Goal of the exercise ::
Your answer should be every line below that includes the word "edges".

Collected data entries
=-=-=

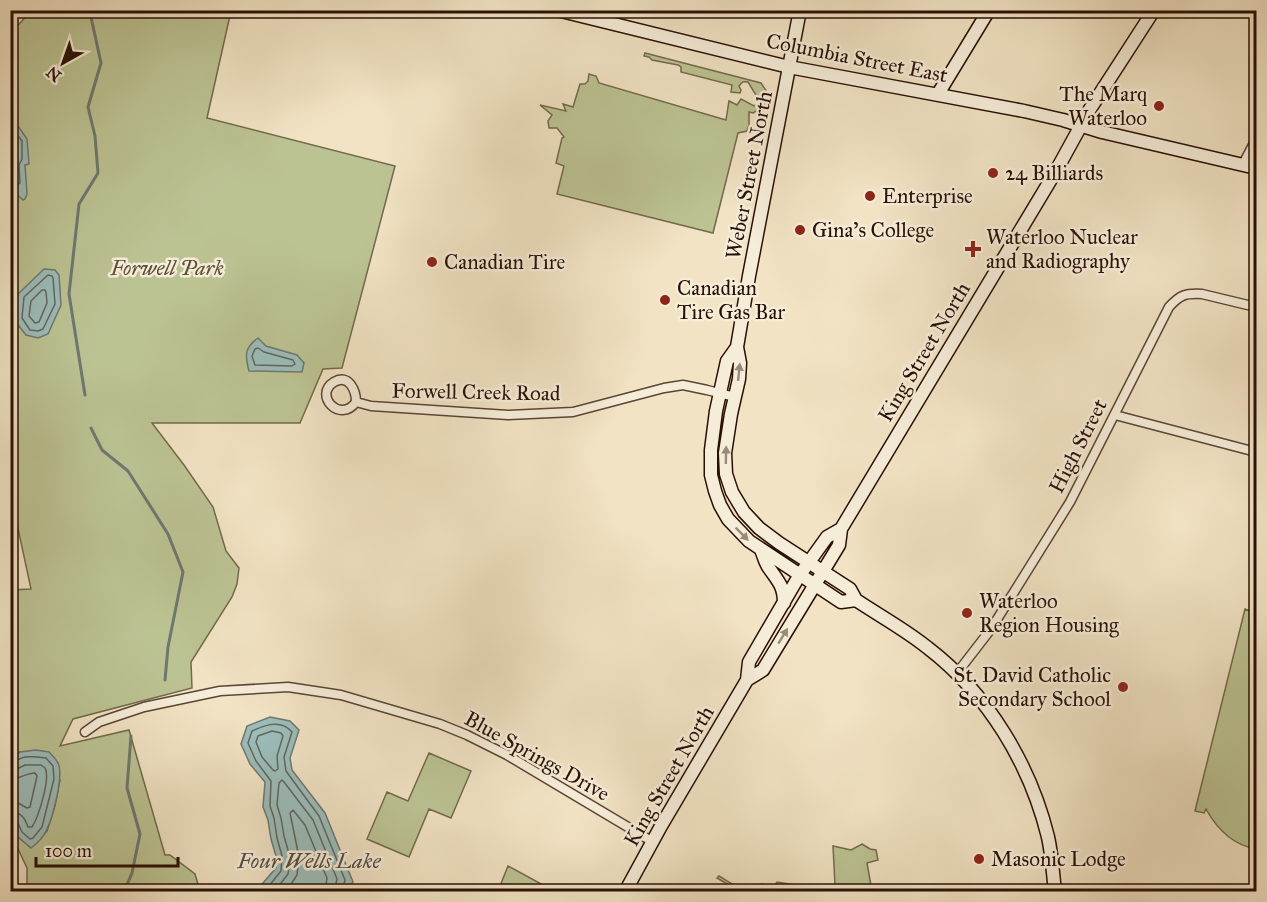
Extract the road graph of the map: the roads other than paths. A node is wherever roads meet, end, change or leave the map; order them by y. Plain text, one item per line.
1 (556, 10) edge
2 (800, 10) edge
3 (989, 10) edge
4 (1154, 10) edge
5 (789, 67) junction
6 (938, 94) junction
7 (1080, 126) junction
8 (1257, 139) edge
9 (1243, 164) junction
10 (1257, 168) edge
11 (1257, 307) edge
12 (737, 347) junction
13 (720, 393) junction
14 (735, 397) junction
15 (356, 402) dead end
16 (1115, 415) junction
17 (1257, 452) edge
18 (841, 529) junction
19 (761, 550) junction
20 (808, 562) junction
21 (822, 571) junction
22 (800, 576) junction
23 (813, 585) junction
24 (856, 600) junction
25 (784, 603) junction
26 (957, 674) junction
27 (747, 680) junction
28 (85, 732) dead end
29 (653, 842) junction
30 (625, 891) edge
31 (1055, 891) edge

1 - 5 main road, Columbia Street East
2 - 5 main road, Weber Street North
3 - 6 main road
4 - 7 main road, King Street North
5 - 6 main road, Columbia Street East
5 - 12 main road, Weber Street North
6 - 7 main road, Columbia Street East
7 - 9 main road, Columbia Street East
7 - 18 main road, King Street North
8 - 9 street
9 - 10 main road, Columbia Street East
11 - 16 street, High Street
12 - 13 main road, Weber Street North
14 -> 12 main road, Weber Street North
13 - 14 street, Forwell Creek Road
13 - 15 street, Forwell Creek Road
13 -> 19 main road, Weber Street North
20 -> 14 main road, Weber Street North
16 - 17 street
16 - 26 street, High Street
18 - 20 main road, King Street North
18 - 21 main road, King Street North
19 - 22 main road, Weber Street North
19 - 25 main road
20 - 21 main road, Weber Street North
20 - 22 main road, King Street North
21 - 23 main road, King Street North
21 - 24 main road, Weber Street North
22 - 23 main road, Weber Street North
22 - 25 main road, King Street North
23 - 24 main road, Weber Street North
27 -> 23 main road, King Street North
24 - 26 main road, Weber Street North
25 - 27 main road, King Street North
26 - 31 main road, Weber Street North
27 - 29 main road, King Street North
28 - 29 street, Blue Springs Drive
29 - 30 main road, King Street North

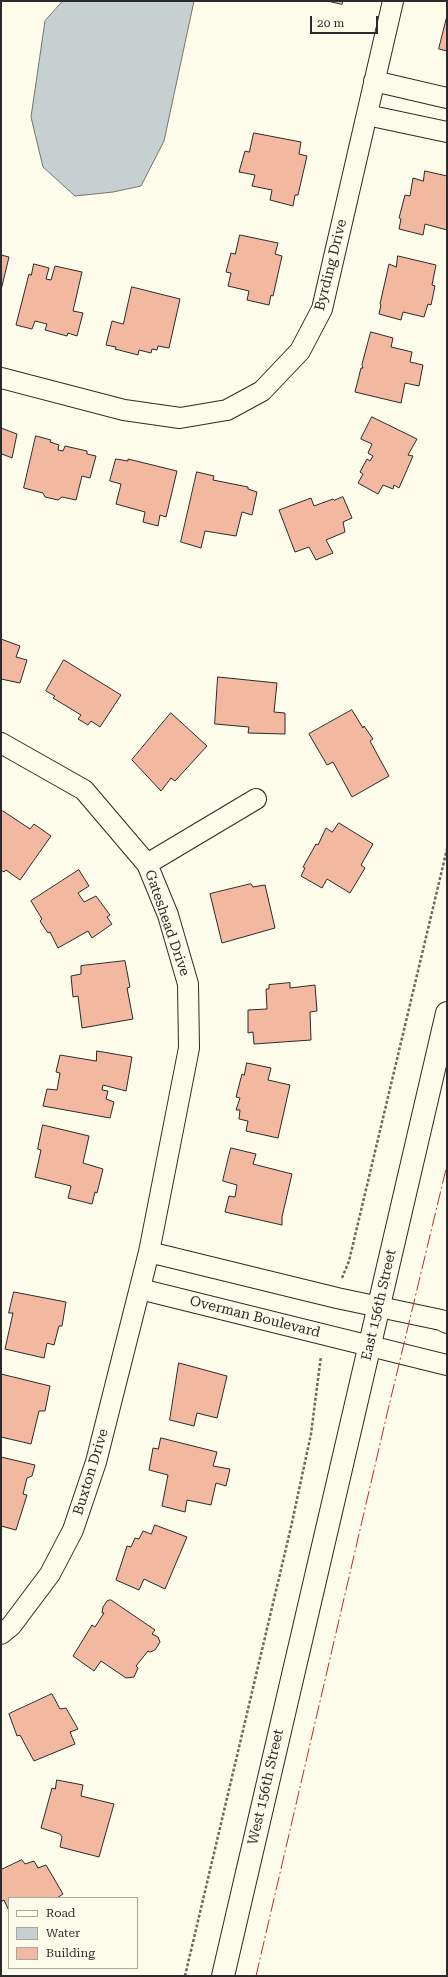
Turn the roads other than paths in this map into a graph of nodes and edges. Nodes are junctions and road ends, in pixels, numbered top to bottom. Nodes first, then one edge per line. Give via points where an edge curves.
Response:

=-=-=

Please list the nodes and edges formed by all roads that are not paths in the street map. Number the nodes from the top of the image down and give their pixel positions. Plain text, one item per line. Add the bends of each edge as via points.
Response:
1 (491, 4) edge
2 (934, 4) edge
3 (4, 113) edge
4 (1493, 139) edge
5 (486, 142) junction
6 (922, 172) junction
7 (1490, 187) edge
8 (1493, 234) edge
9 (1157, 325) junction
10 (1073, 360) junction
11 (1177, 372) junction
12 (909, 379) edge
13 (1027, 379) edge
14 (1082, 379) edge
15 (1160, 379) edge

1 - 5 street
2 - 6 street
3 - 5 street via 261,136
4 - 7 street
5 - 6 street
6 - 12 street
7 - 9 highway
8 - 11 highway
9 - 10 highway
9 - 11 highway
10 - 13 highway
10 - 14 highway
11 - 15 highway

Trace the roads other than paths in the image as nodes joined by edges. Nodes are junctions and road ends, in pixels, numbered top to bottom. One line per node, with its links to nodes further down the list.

=-=-=

Solution to this exercise ::
Turn the roads other than paths in this map into a graph of nodes and edges. Nodes are junctions and road ends, in pixels, numbered top to bottom. Nodes first, then one edge per line. Give via points where an edge curves.
Please list the nodes and edges formed by all roads that are not paths in the street map. Number the nodes from the top of the image down and give their pixel positions. Plain text, one item per line. Add the bends of each edge as via points.
Trace the roads other than paths in the image as nodes joined by edges. Nodes are junctions and road ends, in pixels, numbered top to bottom. One line per node, with its links to nodes further down the list.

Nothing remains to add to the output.